Cette ignorance pathologique d'une histoire plus ou moins récente, renseigne, on ne peut mieux, sur les faiblesses, voire même les dérives, de l'enseignement de l'histoire à l'école.
Mais comment accabler de jeunes Algériens, que la mauvaise gouvernance culturelle et le détournement de l'histoire à des fins de pouvoir ont déconnectés des réalités de leur peuple, lorsque de mesquines et abjectes chamailleries sur certains faits de la révolution sont étalées publiquement par des acteurs de cette même révolution? Ici, nous faisons allusions à ces feuilletons interminables, portées par le canal de quelques journaux, où s'étrillent et s'étripent le colonel Benaouda, Khaled Nezzar, Daho Ould Kablia et d'autres acteurs.
Se réconcilier avec soi
Néanmoins, malgré les revers, les déconvenues et, parfois, les situations d’impasse, que traverse la jeunesse algérienne depuis des années, il est certainement heureux et de bon augure d’observer ce fougueux désir d’appropriation de l’histoire du pays et de ses différentes stations par cette même jeunesse.
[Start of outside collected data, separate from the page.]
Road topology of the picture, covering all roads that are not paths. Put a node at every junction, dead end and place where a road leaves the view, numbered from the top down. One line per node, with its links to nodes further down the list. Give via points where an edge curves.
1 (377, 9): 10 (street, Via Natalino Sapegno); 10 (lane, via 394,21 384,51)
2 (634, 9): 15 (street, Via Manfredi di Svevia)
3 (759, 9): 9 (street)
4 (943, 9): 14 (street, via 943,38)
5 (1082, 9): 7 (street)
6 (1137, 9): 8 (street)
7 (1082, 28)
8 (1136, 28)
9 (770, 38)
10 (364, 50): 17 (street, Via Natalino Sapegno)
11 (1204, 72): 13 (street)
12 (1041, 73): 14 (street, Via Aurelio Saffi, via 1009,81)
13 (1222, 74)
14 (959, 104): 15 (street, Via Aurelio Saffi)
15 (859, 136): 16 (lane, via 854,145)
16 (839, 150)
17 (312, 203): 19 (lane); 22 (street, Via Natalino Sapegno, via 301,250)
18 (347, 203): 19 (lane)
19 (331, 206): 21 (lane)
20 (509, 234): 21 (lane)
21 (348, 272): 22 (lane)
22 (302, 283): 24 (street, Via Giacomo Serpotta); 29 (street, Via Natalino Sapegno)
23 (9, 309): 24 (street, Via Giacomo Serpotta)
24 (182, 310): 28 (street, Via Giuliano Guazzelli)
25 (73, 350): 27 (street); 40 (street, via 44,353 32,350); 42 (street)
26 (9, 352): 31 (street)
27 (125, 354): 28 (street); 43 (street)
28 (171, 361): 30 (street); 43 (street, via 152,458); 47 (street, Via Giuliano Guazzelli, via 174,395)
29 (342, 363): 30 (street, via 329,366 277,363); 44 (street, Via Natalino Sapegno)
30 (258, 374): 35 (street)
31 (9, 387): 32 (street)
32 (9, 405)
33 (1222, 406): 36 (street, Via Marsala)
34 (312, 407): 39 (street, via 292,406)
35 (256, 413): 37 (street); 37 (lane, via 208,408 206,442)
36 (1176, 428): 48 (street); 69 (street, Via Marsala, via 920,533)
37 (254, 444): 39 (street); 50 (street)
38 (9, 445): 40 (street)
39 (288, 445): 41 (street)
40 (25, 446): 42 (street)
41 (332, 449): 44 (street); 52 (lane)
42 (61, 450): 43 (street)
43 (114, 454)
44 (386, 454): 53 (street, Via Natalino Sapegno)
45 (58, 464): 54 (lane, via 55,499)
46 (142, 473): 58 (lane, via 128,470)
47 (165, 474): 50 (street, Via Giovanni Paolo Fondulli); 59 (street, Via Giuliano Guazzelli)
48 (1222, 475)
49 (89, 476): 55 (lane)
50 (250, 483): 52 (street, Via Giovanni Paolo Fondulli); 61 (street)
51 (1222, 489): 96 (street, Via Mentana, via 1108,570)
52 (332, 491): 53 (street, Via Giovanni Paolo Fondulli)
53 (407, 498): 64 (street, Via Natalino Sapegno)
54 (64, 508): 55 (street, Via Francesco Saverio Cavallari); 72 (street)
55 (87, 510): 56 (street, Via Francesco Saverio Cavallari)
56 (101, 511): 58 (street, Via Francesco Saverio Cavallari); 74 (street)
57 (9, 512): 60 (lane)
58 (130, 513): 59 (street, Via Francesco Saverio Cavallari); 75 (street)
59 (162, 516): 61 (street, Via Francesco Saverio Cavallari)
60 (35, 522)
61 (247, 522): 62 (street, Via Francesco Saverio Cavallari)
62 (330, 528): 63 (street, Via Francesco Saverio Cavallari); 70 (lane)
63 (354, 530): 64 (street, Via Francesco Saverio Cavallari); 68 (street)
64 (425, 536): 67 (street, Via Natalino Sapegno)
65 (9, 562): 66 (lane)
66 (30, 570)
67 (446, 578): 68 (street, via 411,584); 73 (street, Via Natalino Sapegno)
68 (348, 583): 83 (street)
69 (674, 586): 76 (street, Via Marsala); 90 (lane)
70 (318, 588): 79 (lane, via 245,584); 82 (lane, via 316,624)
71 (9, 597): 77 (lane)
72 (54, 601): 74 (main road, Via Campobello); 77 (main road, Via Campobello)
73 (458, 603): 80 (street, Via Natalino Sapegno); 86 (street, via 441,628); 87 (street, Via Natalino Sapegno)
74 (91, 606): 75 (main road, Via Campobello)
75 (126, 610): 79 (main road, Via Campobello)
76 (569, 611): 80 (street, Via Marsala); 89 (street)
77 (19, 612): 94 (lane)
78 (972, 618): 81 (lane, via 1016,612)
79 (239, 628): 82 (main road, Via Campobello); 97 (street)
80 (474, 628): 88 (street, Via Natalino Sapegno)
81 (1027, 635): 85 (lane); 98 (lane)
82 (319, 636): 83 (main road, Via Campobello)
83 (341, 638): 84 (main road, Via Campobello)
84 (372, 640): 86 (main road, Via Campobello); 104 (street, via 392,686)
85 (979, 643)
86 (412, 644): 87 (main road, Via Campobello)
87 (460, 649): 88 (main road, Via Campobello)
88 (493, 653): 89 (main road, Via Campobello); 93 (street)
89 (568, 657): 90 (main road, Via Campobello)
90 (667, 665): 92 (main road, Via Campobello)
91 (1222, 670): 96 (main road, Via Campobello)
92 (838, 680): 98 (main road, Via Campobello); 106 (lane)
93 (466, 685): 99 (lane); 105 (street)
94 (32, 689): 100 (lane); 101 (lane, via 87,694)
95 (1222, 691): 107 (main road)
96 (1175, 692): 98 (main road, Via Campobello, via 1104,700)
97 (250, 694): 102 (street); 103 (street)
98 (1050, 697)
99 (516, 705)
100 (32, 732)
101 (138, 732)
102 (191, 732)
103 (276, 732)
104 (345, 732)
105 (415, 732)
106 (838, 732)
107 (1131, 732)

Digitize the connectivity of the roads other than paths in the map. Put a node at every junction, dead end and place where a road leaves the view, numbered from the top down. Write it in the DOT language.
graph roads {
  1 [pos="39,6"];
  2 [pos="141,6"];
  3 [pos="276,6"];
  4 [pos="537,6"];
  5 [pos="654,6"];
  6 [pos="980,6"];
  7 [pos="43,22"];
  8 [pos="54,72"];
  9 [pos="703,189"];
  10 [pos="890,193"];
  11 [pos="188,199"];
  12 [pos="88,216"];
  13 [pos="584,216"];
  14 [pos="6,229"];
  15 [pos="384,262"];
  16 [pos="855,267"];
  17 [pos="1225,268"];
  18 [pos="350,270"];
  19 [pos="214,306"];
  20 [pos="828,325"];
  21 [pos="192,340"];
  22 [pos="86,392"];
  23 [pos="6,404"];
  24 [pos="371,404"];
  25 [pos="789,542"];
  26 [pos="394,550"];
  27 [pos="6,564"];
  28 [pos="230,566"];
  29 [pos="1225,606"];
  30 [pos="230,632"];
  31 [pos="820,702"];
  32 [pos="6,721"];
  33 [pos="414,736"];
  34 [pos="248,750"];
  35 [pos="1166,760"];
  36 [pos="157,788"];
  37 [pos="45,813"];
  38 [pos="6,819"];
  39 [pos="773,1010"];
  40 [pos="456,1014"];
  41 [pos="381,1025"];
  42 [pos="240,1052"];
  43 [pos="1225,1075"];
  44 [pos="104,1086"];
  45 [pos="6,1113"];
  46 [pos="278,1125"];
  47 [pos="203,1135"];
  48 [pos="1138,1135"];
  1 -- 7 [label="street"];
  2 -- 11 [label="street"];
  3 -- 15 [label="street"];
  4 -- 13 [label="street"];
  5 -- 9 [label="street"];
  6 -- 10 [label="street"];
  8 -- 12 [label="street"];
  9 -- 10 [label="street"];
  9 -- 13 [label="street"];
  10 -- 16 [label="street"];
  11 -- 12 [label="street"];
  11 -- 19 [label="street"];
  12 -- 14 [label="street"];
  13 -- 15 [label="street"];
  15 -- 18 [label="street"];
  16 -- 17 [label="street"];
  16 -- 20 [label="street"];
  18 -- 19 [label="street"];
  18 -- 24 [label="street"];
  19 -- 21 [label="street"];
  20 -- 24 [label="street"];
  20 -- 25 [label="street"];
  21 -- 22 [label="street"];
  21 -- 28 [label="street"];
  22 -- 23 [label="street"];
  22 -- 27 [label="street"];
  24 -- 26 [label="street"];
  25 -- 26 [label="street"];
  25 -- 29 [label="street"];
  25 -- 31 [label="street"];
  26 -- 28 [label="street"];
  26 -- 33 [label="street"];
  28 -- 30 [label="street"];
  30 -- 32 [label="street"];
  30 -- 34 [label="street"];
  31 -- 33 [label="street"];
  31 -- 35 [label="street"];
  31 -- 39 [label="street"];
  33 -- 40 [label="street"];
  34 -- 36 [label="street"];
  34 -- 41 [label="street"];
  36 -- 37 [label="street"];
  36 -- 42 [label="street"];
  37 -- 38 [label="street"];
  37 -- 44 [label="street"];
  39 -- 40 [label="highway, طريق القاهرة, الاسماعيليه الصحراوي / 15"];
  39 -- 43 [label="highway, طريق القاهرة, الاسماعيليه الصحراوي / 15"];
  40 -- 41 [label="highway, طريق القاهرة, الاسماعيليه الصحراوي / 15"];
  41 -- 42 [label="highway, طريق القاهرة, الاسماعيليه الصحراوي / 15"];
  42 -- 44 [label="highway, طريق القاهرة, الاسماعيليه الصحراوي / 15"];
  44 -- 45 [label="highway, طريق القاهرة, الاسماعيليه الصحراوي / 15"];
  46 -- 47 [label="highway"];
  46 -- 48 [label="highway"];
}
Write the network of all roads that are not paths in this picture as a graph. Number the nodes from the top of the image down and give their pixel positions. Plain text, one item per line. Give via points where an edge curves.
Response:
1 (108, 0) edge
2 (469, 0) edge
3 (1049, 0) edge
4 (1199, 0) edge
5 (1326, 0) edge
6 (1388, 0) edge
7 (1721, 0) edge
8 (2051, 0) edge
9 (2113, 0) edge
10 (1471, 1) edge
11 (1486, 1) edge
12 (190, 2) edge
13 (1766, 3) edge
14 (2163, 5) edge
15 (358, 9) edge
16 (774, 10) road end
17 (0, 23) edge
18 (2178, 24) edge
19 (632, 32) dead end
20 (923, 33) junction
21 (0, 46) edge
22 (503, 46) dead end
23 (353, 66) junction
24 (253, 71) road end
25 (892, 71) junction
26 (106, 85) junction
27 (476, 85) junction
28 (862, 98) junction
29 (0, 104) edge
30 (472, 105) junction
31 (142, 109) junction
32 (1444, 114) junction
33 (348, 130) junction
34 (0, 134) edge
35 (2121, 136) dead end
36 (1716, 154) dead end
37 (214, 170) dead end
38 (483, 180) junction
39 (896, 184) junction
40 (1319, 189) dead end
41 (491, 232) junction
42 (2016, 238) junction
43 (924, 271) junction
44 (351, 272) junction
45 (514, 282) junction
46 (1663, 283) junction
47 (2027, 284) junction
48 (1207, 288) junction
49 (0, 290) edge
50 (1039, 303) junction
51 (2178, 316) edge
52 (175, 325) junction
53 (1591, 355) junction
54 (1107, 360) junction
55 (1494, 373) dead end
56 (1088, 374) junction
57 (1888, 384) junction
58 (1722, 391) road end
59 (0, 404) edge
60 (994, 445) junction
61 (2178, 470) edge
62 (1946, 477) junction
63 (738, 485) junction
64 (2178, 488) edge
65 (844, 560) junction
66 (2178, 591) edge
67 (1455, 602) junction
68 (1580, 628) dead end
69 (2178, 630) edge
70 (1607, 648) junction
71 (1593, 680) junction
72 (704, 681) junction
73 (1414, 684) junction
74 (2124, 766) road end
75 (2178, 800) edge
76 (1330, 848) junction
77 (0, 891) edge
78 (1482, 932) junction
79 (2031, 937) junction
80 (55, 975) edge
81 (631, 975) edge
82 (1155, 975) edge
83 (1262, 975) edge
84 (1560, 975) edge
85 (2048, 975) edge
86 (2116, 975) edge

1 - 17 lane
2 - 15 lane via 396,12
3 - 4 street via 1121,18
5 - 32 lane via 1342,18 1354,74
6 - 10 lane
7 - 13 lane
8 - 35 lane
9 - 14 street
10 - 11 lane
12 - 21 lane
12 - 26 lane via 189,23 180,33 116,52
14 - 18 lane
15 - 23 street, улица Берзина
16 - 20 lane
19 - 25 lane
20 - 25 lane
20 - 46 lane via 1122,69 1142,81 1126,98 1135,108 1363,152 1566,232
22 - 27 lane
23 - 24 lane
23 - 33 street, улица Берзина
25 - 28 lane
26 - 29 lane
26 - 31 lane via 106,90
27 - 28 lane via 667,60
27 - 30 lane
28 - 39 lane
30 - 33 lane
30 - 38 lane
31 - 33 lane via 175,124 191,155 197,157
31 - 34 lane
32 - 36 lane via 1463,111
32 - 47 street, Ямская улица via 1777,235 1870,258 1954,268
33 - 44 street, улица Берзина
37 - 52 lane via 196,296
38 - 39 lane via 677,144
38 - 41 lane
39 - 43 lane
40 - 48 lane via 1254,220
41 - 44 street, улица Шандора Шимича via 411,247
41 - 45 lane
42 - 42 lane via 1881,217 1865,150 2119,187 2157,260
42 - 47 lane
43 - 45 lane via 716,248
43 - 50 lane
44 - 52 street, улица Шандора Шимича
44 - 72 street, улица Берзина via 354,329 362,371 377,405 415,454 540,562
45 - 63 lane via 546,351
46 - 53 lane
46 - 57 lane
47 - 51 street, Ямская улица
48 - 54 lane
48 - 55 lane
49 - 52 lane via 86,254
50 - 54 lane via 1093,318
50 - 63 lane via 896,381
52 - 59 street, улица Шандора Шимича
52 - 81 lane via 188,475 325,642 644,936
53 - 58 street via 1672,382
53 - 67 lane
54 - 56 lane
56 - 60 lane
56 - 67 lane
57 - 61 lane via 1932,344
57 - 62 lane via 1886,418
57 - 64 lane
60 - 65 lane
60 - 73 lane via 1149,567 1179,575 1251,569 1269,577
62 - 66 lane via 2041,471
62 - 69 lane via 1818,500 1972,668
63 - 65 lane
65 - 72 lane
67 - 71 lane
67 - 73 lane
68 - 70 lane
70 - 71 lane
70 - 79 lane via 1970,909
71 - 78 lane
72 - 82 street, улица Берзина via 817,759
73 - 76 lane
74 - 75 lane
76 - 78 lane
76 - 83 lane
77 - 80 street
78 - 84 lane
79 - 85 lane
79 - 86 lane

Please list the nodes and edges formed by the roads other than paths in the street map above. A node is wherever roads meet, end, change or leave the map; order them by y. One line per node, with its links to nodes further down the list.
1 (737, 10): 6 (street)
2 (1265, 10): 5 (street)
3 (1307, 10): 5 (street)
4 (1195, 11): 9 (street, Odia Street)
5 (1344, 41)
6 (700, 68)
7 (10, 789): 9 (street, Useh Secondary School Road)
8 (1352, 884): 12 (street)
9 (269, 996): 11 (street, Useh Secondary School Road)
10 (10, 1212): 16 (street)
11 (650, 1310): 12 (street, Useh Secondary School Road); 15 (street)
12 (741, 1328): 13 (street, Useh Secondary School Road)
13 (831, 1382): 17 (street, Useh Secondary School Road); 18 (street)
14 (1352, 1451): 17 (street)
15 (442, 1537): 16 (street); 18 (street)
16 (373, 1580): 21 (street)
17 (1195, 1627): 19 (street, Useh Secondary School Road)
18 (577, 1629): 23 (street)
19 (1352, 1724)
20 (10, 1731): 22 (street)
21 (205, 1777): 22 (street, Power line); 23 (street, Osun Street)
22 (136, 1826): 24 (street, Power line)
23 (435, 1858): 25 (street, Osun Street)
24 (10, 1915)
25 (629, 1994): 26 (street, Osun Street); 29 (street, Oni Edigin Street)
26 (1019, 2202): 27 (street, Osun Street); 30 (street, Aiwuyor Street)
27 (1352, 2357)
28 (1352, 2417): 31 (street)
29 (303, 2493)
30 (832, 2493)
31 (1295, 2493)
Après qu’elles furent le monopole obligé des tenants du parti unique, ces stations et ces dates de l’histoire du pays commencent à être avantageusement explorées, même si les chemins vers la réconciliation avec les valeurs du patriotisme et du don de soi, charriées par la révolution de novembre 1954, sont encore assez longs, raboteux et laborieux.
La tentation de monopoliser l'écriture de l'histoire de la révolution de novembre 1954- comme ce fut le cas pendant les journées d' "études" spécialement dédiées, pendant plusieurs années, à cet objet par l'appareil central du parti unique au cours des années 1980- existait bien chez les hommes du pouvoir. Elle était censée, à leur yeux, conférer légitimité au pouvoir politique du moment, y compris par la manipulation et la falsification des faits.
L'Histoire et le cours de l'histoire
En avril 1986, René Galissot écrit, dans "Temps Modernes", revue fondée par Jean Paul Sartre: "Les noms propres, les acteurs historiques n’ont guère le droit à l’existence dans les publications algériennes (…) L’idéologie nationale, c’est-à-dire l’exploitation du capital idéologique de la guerre, qui donne sa raison d’être au FLN, est appelée à servir d’illustration et de légitimation de l’Etat ; elle substitue une ligne univoque à la polyvalence de la culture nationale ; elle prétend même diriger l’écriture de l’histoire".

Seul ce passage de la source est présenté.